[Opening PROVIDED RECORDS section]
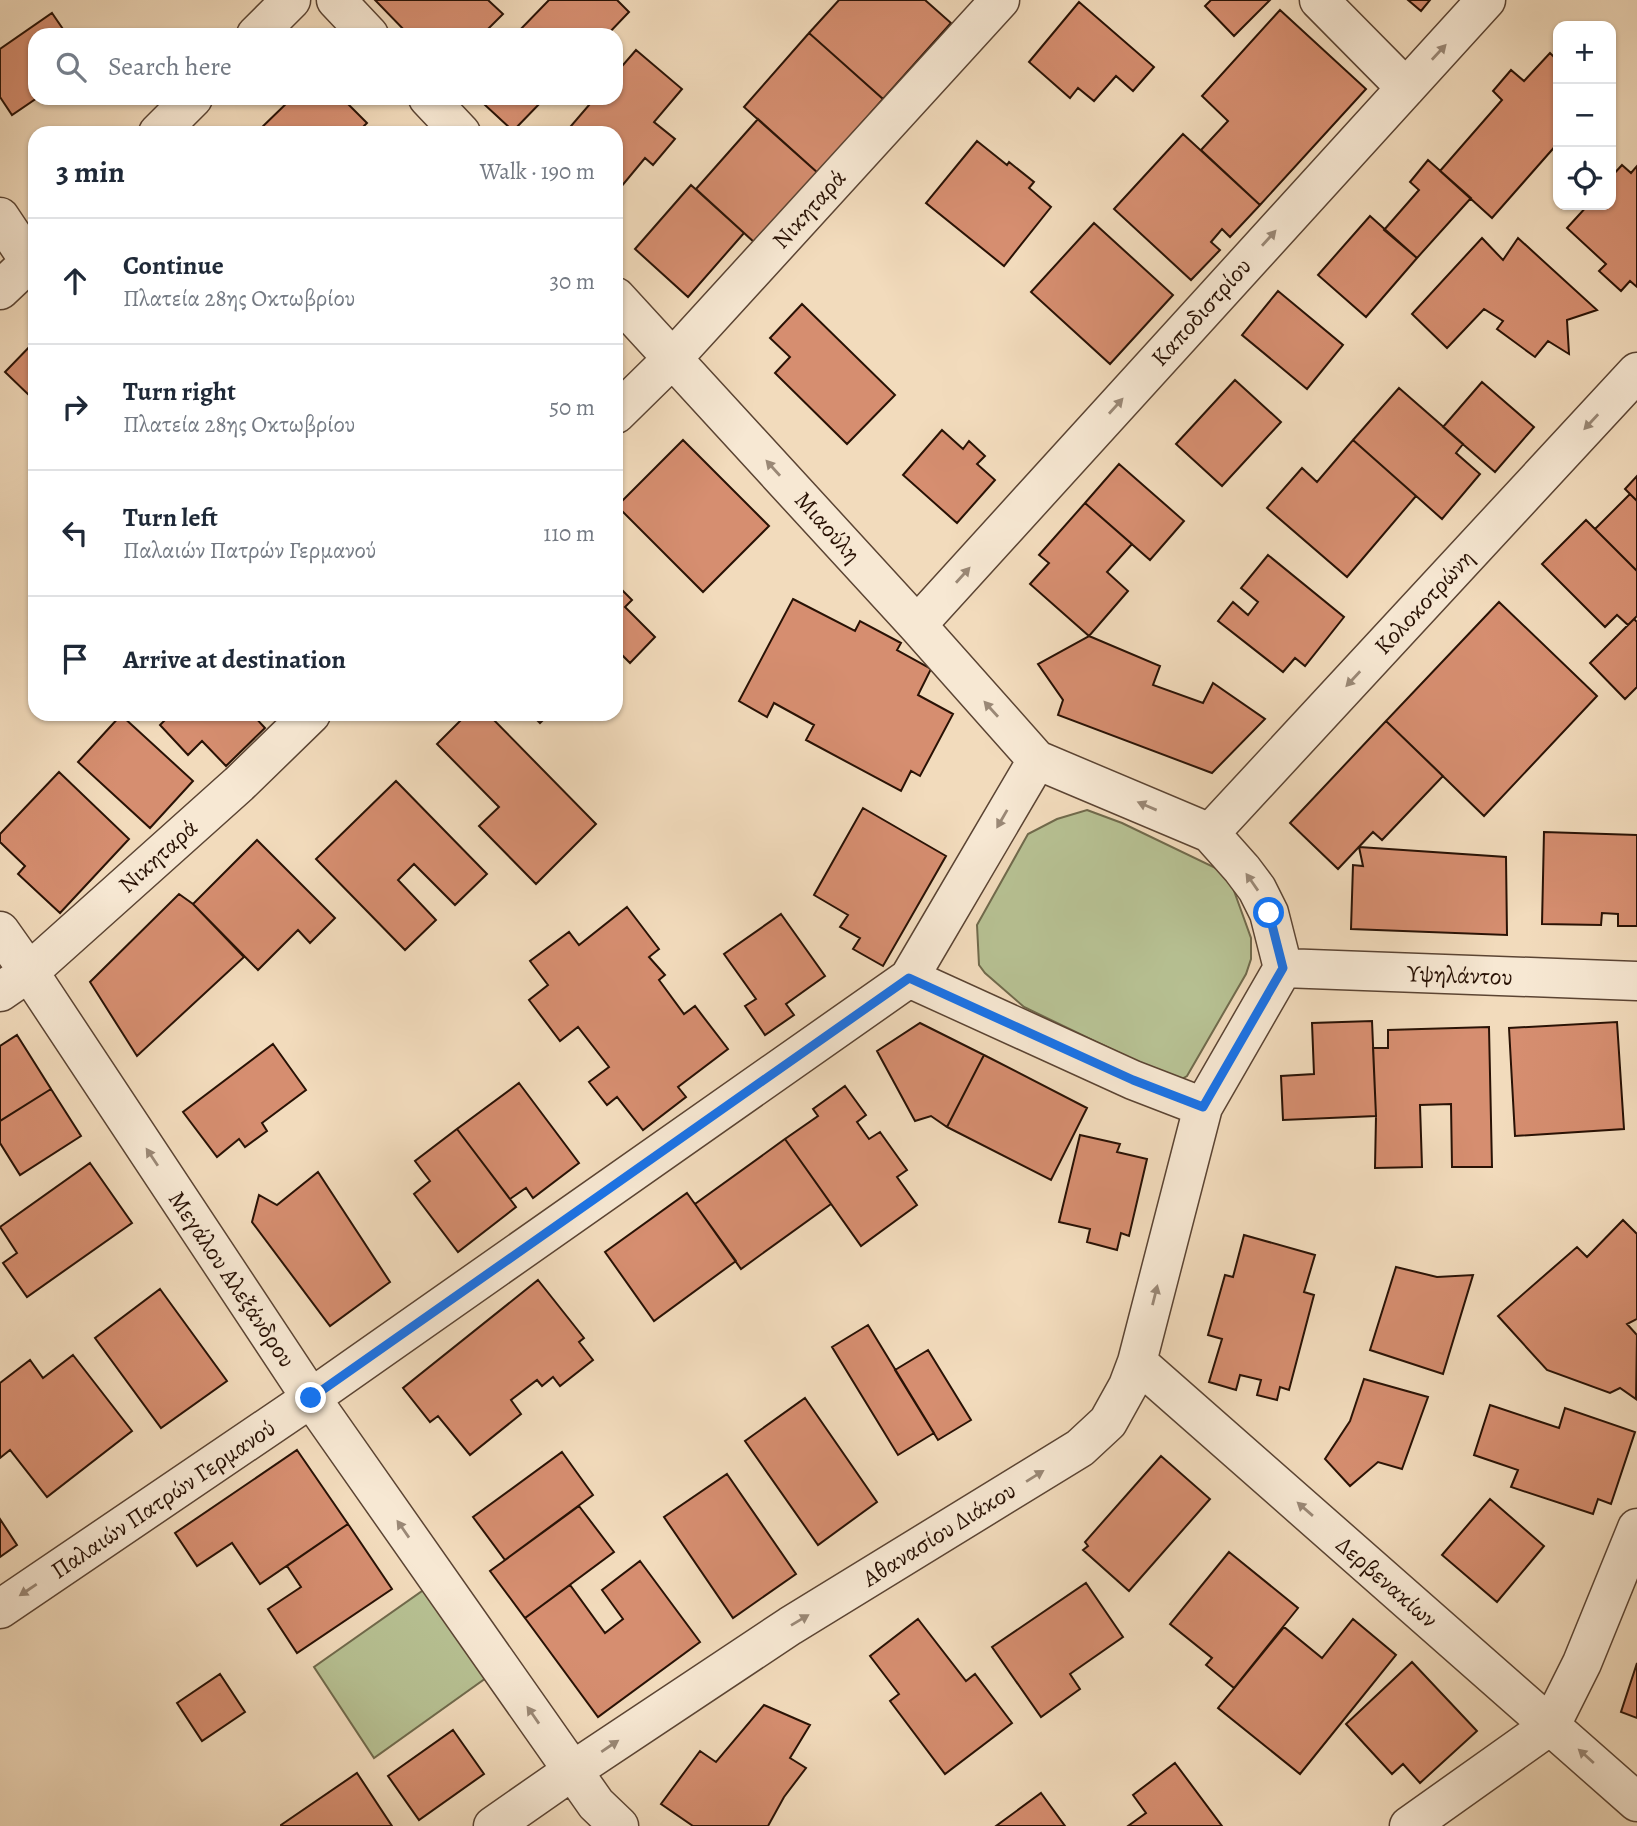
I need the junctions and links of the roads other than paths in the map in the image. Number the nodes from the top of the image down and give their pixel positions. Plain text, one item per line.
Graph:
1 (291, 0) edge
2 (336, 0) edge
3 (1000, 0) edge
4 (1319, 0) edge
5 (1486, 0) edge
6 (263, 28) edge
7 (362, 28) edge
8 (1406, 88) junction
9 (186, 105) edge
10 (435, 105) edge
11 (165, 126) edge
12 (454, 126) edge
13 (0, 217) edge
14 (28, 254) edge
15 (28, 263) edge
16 (0, 290) edge
17 (623, 305) edge
18 (673, 358) junction
19 (1637, 372) edge
20 (623, 407) edge
21 (917, 625) junction
22 (304, 721) edge
23 (1037, 760) junction
24 (1210, 833) junction
25 (0, 931) edge
26 (1283, 968) junction
27 (909, 978) junction
28 (1637, 981) edge
29 (15, 982) edge
30 (1203, 1107) junction
31 (1137, 1362) junction
32 (311, 1398) junction
33 (1637, 1528) edge
34 (0, 1609) edge
35 (1551, 1725) junction
36 (572, 1771) junction
37 (1637, 1802) edge
38 (493, 1826) edge
39 (619, 1826) edge
40 (1409, 1826) edge

1 - 6 street
2 - 7 street
3 - 18 street, Νικηταρά
4 - 8 street
8 -> 5 street, Καποδιστρίου
21 -> 8 street, Καποδιστρίου
9 - 11 street
10 - 12 street
13 - 14 street
15 - 16 street
17 - 18 street, Μιαούλη
18 - 20 street, Νικηταρά
21 -> 18 street, Μιαούλη
19 -> 24 street, Κολοκοτρώνη
23 -> 21 street, Μιαούλη
22 - 29 street, Νικηταρά
24 -> 23 street
23 -> 27 street
26 -> 24 street
25 - 29 street, Μεγάλου Αλεξάνδρου
26 - 28 street, Υψηλάντου
26 - 30 street, Αθανασίου Διάκου
27 - 30 street
27 - 32 street, Παλαιών Πατρών Γερμανού
32 -> 29 street, Μεγάλου Αλεξάνδρου
31 -> 30 street, Αθανασίου Διάκου
35 -> 31 street, Δερβενακίων
36 -> 31 street, Αθανασίου Διάκου
32 -> 34 street, Παλαιών Πατρών Γερμανού
36 -> 32 street, Μεγάλου Αλεξάνδρου
33 - 35 street
37 -> 35 street, Δερβενακίων
35 - 40 street
36 - 38 street, Αθανασίου Διάκου
36 - 39 street, Μεγάλου Αλεξάνδρου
[Closing PROVIDED RECORDS section]
* _YOUR TASK_
Return the entries verbatim without images.

* _ANSWER TO THIS TASK_
I need the junctions and links of the roads other than paths in the map in the image. Number the nodes from the top of the image down and give their pixel positions. Plain text, one item per line.
Graph:
1 (291, 0) edge
2 (336, 0) edge
3 (1000, 0) edge
4 (1319, 0) edge
5 (1486, 0) edge
6 (263, 28) edge
7 (362, 28) edge
8 (1406, 88) junction
9 (186, 105) edge
10 (435, 105) edge
11 (165, 126) edge
12 (454, 126) edge
13 (0, 217) edge
14 (28, 254) edge
15 (28, 263) edge
16 (0, 290) edge
17 (623, 305) edge
18 (673, 358) junction
19 (1637, 372) edge
20 (623, 407) edge
21 (917, 625) junction
22 (304, 721) edge
23 (1037, 760) junction
24 (1210, 833) junction
25 (0, 931) edge
26 (1283, 968) junction
27 (909, 978) junction
28 (1637, 981) edge
29 (15, 982) edge
30 (1203, 1107) junction
31 (1137, 1362) junction
32 (311, 1398) junction
33 (1637, 1528) edge
34 (0, 1609) edge
35 (1551, 1725) junction
36 (572, 1771) junction
37 (1637, 1802) edge
38 (493, 1826) edge
39 (619, 1826) edge
40 (1409, 1826) edge

1 - 6 street
2 - 7 street
3 - 18 street, Νικηταρά
4 - 8 street
8 -> 5 street, Καποδιστρίου
21 -> 8 street, Καποδιστρίου
9 - 11 street
10 - 12 street
13 - 14 street
15 - 16 street
17 - 18 street, Μιαούλη
18 - 20 street, Νικηταρά
21 -> 18 street, Μιαούλη
19 -> 24 street, Κολοκοτρώνη
23 -> 21 street, Μιαούλη
22 - 29 street, Νικηταρά
24 -> 23 street
23 -> 27 street
26 -> 24 street
25 - 29 street, Μεγάλου Αλεξάνδρου
26 - 28 street, Υψηλάντου
26 - 30 street, Αθανασίου Διάκου
27 - 30 street
27 - 32 street, Παλαιών Πατρών Γερμανού
32 -> 29 street, Μεγάλου Αλεξάνδρου
31 -> 30 street, Αθανασίου Διάκου
35 -> 31 street, Δερβενακίων
36 -> 31 street, Αθανασίου Διάκου
32 -> 34 street, Παλαιών Πατρών Γερμανού
36 -> 32 street, Μεγάλου Αλεξάνδρου
33 - 35 street
37 -> 35 street, Δερβενακίων
35 - 40 street
36 - 38 street, Αθανασίου Διάκου
36 - 39 street, Μεγάλου Αλεξάνδρου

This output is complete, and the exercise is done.